WHAT IS NEEDED
Scan the records for lines with the word "curves", and copy every such line.

Stored data
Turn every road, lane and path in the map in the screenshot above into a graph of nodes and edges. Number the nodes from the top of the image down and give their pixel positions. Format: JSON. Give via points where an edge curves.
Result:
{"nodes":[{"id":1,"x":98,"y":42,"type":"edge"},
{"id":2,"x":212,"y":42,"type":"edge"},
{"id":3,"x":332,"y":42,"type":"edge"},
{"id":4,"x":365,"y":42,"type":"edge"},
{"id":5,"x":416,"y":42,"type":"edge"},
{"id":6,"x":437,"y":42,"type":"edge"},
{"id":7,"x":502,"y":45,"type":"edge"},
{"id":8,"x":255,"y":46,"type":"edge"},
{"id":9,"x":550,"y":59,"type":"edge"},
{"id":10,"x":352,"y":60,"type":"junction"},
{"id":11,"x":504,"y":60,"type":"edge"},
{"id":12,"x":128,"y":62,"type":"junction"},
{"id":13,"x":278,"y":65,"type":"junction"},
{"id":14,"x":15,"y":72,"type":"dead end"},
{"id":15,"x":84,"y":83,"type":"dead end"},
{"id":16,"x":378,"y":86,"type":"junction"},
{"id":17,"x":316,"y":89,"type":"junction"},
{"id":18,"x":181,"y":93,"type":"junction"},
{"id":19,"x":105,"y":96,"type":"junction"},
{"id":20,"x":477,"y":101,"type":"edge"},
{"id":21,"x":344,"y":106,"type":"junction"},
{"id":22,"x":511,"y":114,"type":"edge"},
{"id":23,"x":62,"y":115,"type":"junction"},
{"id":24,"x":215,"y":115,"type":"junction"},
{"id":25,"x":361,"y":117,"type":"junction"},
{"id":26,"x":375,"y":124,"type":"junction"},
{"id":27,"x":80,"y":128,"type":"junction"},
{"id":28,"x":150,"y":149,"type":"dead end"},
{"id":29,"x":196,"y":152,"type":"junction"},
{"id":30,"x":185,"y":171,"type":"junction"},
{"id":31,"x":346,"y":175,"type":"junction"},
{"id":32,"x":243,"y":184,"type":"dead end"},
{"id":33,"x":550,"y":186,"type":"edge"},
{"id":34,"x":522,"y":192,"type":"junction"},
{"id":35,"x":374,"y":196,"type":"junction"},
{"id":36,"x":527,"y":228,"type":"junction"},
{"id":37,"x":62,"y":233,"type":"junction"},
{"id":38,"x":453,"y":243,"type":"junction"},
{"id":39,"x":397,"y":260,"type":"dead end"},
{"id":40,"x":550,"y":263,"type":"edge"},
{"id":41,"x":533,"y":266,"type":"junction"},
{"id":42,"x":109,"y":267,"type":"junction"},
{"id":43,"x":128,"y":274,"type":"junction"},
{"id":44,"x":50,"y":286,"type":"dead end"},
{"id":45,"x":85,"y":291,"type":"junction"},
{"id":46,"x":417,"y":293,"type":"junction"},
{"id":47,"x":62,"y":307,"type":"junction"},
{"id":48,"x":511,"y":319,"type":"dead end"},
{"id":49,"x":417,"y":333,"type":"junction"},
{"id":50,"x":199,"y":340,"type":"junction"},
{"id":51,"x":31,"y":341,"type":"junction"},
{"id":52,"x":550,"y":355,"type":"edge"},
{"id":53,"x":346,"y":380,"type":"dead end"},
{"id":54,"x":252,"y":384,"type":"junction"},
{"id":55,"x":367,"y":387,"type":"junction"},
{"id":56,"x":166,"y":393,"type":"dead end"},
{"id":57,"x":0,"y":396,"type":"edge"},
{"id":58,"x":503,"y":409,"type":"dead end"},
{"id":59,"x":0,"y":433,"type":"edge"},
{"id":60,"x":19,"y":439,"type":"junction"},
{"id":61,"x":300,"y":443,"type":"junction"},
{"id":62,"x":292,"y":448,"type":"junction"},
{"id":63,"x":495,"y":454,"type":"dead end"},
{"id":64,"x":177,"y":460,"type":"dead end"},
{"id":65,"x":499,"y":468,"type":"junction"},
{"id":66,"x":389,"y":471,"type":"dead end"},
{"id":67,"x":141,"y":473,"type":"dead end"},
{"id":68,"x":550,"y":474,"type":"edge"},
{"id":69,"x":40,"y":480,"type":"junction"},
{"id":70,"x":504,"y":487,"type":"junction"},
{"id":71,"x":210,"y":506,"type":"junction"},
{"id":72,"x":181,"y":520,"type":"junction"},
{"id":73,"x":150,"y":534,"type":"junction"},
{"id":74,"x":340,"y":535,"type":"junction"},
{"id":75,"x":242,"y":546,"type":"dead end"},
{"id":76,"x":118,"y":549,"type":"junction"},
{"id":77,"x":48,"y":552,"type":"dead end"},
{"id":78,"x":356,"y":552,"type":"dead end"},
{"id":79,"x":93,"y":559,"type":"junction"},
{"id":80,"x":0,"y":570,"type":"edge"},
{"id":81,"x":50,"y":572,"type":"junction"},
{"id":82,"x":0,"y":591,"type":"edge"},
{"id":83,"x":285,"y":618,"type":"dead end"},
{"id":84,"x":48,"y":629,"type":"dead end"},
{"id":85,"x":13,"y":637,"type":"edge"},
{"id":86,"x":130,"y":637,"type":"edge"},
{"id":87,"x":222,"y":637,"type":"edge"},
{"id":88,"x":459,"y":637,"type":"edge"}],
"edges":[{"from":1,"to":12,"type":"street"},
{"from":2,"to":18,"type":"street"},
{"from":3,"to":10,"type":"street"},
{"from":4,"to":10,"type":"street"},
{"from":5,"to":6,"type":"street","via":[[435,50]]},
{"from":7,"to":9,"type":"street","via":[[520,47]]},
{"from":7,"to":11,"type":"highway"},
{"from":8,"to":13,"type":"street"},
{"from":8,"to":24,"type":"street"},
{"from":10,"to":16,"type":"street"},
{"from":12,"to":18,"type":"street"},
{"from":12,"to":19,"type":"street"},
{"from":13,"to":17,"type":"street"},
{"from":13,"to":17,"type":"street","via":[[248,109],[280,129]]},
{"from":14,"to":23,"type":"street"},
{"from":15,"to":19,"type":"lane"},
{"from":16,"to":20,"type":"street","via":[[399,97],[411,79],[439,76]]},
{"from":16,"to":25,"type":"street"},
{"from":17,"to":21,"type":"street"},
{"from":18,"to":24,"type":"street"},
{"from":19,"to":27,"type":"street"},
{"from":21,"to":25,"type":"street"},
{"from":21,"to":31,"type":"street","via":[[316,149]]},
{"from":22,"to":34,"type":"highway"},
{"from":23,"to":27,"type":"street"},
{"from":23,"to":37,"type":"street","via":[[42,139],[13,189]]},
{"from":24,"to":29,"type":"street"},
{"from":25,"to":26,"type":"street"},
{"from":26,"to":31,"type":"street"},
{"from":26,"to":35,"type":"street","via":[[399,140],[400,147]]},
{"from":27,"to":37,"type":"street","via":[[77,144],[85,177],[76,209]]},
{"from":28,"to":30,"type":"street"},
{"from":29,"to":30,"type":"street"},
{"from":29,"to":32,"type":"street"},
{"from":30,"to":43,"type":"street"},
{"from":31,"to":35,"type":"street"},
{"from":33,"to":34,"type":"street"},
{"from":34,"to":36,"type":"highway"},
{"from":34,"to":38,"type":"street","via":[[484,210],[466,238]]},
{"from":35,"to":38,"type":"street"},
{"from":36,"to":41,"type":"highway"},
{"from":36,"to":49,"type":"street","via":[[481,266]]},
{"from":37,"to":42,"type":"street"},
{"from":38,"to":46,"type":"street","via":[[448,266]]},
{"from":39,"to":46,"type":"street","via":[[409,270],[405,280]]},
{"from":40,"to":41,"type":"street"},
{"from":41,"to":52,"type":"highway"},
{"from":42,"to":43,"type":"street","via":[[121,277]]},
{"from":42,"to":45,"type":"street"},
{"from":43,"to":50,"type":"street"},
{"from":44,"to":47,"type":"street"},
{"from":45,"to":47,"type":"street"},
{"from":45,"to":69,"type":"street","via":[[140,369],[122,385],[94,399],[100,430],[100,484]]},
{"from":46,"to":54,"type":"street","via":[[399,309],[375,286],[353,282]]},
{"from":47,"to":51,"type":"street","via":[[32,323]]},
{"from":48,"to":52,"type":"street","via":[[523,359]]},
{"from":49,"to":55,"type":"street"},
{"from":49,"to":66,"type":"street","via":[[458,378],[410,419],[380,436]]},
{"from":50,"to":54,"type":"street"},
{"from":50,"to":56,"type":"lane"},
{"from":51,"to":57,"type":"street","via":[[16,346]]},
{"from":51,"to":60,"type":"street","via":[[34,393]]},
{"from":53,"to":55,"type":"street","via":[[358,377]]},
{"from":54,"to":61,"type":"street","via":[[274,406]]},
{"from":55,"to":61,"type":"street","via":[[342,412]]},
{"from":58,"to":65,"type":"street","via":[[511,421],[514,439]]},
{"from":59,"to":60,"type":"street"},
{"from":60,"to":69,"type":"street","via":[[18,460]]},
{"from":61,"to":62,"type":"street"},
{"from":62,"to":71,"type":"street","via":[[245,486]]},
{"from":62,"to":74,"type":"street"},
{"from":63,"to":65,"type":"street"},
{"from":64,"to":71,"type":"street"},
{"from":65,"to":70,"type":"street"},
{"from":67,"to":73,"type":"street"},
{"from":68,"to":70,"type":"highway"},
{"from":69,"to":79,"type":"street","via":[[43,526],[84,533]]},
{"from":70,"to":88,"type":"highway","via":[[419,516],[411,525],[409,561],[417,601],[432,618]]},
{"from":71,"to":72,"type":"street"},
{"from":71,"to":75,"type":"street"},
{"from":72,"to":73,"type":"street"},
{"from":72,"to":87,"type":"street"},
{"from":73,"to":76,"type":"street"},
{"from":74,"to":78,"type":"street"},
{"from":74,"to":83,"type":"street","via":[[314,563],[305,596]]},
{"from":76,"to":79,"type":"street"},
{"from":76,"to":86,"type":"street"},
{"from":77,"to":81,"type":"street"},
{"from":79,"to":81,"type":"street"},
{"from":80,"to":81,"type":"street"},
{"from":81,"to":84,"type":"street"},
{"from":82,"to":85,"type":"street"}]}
==
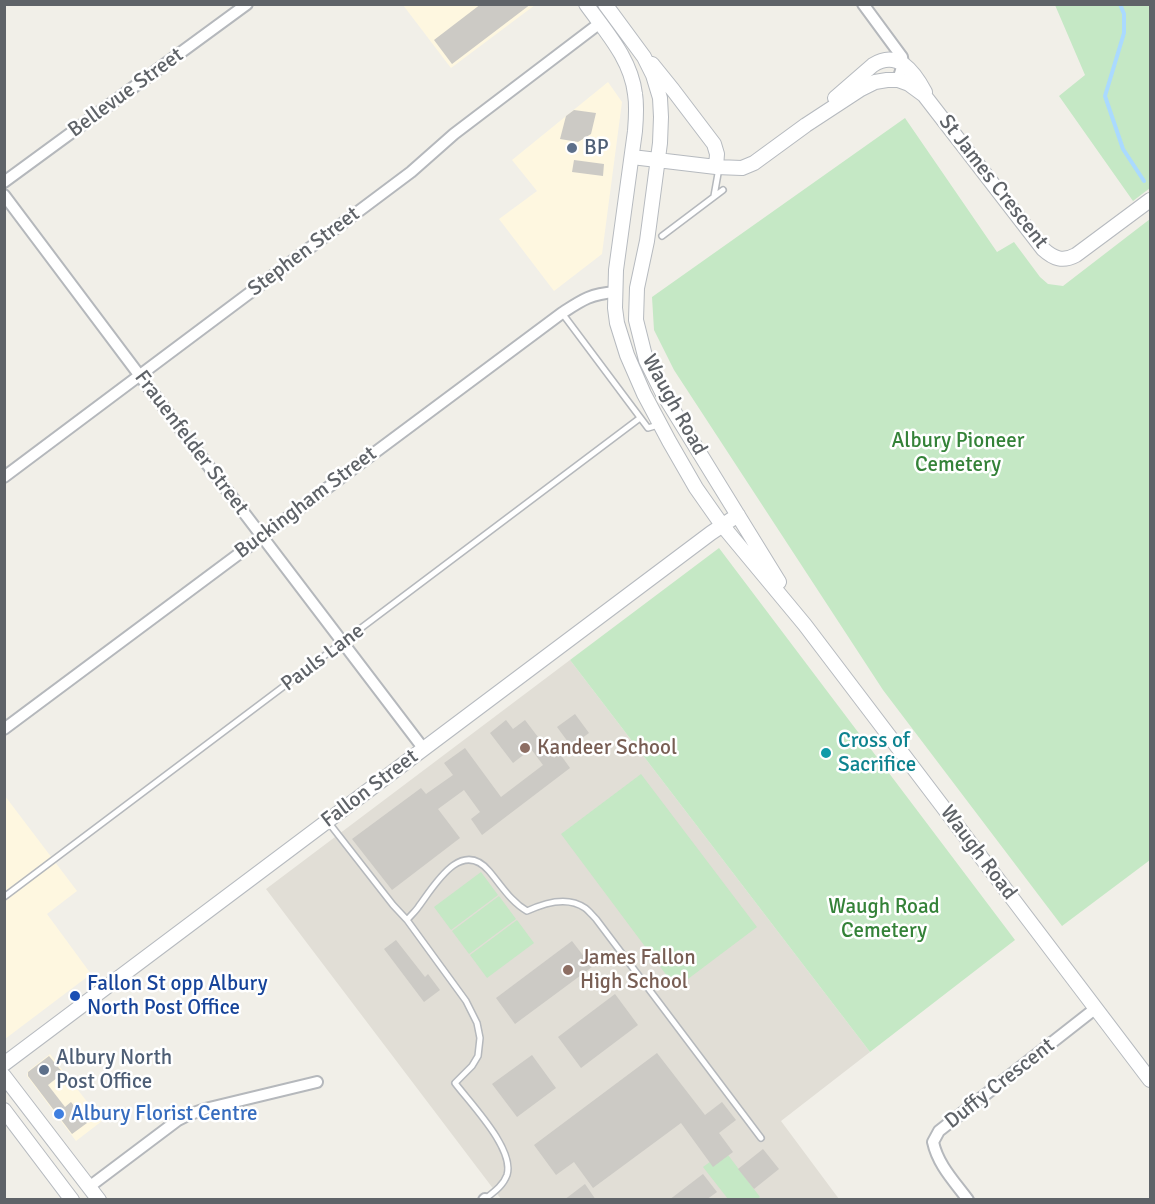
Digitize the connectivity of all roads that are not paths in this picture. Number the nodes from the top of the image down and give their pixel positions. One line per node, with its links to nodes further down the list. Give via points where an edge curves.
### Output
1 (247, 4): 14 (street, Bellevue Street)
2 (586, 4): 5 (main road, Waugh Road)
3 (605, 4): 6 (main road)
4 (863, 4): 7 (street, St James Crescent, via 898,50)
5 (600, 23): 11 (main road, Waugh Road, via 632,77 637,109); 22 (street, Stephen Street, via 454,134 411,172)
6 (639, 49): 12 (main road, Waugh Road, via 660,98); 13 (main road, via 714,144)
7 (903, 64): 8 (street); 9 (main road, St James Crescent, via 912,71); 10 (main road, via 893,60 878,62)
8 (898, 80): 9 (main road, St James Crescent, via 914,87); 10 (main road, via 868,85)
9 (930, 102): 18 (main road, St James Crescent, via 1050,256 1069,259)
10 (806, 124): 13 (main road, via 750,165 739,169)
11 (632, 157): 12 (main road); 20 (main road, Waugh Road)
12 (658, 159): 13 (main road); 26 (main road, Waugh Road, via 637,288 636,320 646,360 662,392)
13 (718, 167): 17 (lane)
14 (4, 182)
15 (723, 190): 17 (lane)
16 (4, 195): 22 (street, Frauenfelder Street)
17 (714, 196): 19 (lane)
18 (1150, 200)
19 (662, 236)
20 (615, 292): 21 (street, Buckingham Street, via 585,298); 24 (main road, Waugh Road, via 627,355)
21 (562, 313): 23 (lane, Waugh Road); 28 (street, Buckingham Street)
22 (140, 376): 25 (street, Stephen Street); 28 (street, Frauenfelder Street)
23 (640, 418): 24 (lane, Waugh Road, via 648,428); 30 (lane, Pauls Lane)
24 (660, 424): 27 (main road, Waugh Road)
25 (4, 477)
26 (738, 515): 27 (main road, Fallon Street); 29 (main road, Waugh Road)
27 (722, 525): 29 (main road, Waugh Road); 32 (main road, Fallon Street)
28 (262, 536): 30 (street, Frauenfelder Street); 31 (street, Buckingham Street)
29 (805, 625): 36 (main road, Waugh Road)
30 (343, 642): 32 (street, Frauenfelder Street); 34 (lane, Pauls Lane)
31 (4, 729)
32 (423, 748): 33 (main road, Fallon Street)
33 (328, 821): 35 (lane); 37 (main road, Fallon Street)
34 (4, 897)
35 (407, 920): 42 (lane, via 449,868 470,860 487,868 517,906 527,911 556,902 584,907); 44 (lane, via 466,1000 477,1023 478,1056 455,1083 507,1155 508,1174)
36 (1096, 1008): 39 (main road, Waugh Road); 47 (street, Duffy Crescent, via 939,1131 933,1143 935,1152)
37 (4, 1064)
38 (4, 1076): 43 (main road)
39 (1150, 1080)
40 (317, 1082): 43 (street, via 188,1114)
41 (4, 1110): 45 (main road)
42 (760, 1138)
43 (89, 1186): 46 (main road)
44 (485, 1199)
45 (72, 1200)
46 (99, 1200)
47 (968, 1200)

EXERCISE ANSWER
Turn every road, lane and path in the map in the screenshot above into a graph of nodes and edges. Number the nodes from the top of the image down and give their pixel positions. Format: JSON. Give via points where an edge curves.
Digitize the connectivity of all roads that are not paths in this picture. Number the nodes from the top of the image down and give their pixel positions. One line per node, with its links to nodes further down the list. Give via points where an edge curves.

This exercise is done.